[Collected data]
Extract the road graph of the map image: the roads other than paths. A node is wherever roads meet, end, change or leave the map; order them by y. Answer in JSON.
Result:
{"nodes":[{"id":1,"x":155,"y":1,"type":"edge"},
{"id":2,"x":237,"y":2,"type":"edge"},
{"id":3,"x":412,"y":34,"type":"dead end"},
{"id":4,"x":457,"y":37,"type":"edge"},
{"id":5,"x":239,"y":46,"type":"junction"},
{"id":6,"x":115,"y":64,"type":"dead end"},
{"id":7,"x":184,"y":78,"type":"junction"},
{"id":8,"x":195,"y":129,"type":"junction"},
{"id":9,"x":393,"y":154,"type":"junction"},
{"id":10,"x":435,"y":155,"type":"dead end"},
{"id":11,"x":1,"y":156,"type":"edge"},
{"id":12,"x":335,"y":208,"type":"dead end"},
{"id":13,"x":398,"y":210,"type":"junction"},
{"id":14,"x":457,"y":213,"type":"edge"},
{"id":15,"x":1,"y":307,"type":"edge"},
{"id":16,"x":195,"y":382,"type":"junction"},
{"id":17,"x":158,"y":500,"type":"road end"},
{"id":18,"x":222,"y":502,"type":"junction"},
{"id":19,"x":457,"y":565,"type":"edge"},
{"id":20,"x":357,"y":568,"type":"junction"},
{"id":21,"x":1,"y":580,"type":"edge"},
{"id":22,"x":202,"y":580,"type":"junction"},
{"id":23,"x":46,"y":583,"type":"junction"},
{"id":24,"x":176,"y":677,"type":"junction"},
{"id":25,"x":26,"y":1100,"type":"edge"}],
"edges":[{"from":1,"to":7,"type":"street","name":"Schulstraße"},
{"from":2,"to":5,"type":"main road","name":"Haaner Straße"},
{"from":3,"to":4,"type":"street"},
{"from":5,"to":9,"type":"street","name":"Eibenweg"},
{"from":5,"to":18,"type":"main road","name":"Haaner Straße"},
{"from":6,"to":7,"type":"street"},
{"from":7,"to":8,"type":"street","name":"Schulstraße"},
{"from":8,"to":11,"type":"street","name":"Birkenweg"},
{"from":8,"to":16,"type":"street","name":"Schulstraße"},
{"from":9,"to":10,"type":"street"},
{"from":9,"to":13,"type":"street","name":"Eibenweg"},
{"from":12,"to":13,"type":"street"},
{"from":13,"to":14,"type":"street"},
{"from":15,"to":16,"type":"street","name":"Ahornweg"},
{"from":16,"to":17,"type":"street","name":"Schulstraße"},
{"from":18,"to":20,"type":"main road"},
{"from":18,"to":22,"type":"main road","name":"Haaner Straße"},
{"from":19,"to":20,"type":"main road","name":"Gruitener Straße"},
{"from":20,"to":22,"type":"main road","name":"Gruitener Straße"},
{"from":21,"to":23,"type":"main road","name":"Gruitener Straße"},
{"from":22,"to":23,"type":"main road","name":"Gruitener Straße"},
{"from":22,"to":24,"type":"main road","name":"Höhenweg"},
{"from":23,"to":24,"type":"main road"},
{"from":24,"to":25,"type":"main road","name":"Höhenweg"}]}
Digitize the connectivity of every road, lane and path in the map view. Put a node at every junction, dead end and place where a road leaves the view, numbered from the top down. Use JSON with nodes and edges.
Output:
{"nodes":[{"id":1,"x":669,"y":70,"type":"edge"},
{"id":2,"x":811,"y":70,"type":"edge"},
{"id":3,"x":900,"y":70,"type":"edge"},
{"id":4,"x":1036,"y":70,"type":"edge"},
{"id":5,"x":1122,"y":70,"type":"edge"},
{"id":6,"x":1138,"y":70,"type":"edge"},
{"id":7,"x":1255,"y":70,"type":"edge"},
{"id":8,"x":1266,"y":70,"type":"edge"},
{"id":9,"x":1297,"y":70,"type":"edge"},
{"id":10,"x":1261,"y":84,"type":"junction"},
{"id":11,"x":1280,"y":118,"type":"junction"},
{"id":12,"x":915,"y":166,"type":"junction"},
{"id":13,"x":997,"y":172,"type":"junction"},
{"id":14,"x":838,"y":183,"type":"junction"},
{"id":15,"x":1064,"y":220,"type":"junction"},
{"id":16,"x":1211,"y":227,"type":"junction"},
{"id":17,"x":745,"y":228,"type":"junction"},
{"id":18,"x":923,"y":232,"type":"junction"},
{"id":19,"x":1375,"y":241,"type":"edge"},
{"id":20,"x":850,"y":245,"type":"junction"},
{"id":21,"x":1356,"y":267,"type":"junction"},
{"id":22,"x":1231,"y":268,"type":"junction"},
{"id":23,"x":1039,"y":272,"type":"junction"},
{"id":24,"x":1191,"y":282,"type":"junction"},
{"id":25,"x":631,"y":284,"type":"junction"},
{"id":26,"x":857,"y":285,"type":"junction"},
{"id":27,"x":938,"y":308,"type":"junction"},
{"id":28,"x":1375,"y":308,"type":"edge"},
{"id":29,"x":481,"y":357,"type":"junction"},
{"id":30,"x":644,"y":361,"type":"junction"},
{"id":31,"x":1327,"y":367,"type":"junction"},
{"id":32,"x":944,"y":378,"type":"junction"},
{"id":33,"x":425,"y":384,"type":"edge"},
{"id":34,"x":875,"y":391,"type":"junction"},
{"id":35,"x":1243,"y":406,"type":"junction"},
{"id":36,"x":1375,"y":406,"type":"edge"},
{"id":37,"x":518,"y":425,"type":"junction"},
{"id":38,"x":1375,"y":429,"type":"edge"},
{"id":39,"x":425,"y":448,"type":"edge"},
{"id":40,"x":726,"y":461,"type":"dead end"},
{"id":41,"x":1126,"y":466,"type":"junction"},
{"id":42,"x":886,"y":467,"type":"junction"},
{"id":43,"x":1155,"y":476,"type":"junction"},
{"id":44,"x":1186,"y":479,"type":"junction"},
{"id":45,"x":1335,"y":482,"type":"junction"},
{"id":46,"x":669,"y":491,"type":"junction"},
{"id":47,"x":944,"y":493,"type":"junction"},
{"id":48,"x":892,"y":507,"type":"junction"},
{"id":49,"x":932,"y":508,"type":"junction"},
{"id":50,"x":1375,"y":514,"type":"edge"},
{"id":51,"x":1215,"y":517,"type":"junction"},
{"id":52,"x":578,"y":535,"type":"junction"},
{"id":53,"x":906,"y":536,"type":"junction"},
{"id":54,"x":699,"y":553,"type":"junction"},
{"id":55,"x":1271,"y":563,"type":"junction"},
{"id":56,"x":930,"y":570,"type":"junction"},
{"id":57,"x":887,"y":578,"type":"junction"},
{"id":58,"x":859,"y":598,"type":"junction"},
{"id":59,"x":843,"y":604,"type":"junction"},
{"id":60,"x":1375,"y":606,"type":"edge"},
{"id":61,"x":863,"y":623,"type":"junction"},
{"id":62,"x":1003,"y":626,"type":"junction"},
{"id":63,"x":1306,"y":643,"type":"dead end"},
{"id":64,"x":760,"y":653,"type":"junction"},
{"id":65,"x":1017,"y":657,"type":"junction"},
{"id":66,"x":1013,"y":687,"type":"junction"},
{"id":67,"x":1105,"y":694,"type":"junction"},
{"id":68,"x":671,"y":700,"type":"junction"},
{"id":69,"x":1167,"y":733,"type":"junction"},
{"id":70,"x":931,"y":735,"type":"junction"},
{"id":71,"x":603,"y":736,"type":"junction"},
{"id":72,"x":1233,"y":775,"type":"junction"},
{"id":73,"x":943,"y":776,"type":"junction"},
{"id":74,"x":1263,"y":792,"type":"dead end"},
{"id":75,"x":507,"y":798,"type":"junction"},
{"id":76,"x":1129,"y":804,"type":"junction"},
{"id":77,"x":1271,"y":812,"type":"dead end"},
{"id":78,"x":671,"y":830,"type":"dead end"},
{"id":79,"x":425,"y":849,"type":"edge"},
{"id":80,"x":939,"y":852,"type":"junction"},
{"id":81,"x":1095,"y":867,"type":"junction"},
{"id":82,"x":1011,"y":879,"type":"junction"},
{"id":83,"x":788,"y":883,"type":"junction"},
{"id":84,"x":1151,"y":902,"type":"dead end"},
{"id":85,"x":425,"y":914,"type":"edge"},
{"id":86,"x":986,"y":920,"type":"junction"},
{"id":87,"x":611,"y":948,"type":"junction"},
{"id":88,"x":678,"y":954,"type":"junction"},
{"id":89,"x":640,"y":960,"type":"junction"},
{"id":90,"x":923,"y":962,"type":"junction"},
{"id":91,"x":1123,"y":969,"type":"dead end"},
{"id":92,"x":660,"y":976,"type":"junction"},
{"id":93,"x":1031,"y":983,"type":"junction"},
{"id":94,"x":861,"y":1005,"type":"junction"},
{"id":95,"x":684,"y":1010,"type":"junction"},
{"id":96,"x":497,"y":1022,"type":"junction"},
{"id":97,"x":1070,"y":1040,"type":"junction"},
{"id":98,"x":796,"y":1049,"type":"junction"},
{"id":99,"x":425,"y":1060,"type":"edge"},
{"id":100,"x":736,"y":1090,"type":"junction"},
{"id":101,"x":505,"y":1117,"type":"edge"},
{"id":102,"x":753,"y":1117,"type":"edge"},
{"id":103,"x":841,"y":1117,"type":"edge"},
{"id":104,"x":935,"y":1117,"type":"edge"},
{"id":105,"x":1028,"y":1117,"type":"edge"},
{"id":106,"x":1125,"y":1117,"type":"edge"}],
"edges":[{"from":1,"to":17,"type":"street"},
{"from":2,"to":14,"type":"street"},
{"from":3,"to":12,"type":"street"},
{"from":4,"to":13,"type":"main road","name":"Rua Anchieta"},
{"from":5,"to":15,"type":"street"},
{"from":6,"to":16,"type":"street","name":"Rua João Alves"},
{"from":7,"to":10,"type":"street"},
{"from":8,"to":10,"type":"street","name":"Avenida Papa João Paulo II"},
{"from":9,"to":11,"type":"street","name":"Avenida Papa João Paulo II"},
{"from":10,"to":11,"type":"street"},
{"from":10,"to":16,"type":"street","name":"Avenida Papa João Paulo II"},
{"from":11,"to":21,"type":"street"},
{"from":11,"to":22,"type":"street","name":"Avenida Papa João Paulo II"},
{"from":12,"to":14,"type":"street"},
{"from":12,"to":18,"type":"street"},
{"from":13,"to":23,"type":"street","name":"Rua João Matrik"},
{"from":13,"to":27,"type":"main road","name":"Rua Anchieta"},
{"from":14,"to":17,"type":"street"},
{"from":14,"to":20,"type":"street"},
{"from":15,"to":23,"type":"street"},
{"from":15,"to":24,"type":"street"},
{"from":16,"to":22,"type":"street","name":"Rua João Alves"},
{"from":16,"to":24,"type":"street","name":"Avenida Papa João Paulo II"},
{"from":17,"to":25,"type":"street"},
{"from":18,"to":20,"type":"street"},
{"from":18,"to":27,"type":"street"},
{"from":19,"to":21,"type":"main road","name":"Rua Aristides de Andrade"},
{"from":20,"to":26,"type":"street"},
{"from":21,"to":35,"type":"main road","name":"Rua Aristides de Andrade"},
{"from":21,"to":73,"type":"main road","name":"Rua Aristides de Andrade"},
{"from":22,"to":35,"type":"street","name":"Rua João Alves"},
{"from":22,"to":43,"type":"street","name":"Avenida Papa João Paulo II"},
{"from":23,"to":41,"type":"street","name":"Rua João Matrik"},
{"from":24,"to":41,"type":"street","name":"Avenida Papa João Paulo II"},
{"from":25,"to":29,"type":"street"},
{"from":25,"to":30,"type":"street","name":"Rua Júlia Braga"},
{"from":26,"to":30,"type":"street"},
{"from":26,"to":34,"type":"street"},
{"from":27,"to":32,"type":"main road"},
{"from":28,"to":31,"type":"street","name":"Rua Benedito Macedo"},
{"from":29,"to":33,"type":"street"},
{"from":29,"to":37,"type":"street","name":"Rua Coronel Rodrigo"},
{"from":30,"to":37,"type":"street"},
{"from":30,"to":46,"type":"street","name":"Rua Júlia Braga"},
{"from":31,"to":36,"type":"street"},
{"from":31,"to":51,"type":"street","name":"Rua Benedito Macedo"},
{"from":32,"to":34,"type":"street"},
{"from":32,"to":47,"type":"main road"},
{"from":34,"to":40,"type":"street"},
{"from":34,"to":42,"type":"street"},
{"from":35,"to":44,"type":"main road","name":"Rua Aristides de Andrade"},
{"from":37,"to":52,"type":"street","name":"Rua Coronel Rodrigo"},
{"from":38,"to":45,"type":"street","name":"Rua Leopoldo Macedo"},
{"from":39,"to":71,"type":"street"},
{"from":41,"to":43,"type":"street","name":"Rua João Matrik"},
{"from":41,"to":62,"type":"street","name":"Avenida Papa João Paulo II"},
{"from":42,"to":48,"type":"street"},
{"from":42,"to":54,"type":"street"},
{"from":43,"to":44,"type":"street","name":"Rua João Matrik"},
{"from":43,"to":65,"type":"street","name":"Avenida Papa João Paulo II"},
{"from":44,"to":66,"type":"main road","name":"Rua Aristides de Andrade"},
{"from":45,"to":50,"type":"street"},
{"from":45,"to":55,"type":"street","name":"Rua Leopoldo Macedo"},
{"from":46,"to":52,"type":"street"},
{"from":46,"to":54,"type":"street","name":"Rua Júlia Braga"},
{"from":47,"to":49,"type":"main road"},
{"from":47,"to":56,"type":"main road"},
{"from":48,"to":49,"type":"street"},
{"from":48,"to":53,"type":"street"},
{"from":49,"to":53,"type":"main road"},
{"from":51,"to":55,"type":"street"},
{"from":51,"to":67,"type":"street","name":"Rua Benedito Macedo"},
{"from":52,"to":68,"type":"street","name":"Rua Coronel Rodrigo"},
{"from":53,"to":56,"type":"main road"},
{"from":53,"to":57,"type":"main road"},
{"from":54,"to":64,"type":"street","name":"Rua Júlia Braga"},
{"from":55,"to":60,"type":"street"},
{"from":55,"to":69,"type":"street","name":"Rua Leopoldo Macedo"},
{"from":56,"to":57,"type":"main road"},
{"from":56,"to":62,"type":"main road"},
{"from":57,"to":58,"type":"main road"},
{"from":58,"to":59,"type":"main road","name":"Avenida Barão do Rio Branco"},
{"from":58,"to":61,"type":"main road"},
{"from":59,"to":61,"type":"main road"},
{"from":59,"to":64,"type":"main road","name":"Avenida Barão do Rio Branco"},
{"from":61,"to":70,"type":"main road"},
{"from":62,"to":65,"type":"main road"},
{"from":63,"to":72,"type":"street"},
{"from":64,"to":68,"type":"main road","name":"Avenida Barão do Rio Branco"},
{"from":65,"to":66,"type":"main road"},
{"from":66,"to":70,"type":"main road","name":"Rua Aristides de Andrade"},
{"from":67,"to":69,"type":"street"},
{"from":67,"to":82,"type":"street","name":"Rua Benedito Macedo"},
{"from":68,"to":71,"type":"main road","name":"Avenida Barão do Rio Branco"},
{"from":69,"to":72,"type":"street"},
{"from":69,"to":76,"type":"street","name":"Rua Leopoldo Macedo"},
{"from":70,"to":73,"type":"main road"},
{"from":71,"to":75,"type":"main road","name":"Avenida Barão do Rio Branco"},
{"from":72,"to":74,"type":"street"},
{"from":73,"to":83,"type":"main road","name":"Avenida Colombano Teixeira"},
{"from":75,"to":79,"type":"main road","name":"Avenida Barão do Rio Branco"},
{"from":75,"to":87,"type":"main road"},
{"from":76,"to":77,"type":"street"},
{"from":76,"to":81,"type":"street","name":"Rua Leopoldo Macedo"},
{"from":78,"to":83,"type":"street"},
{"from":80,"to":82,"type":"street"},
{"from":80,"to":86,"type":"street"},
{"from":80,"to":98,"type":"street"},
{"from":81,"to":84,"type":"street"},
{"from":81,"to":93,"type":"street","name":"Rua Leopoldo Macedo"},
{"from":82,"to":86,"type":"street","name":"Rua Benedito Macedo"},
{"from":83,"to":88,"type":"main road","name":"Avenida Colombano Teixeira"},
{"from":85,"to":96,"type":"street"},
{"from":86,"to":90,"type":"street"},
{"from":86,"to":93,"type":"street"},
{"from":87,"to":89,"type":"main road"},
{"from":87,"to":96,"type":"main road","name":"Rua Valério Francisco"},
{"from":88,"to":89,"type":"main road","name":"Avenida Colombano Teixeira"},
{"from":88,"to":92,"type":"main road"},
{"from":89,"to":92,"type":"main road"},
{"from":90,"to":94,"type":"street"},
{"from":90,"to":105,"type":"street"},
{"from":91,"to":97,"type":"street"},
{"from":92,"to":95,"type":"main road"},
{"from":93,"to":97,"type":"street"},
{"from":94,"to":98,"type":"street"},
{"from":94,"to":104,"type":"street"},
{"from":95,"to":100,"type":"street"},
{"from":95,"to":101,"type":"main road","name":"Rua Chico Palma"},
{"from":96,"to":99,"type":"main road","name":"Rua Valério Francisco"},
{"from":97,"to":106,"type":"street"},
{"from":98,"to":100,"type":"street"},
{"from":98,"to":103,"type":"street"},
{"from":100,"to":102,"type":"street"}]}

- [TASK PROMPT]
Show me every line of the entries above that holds "Paulo".

- [THE ANSWER]
{"from":8,"to":10,"type":"street","name":"Avenida Papa João Paulo II"},
{"from":9,"to":11,"type":"street","name":"Avenida Papa João Paulo II"},
{"from":10,"to":16,"type":"street","name":"Avenida Papa João Paulo II"},
{"from":11,"to":22,"type":"street","name":"Avenida Papa João Paulo II"},
{"from":16,"to":24,"type":"street","name":"Avenida Papa João Paulo II"},
{"from":22,"to":43,"type":"street","name":"Avenida Papa João Paulo II"},
{"from":24,"to":41,"type":"street","name":"Avenida Papa João Paulo II"},
{"from":41,"to":62,"type":"street","name":"Avenida Papa João Paulo II"},
{"from":43,"to":65,"type":"street","name":"Avenida Papa João Paulo II"},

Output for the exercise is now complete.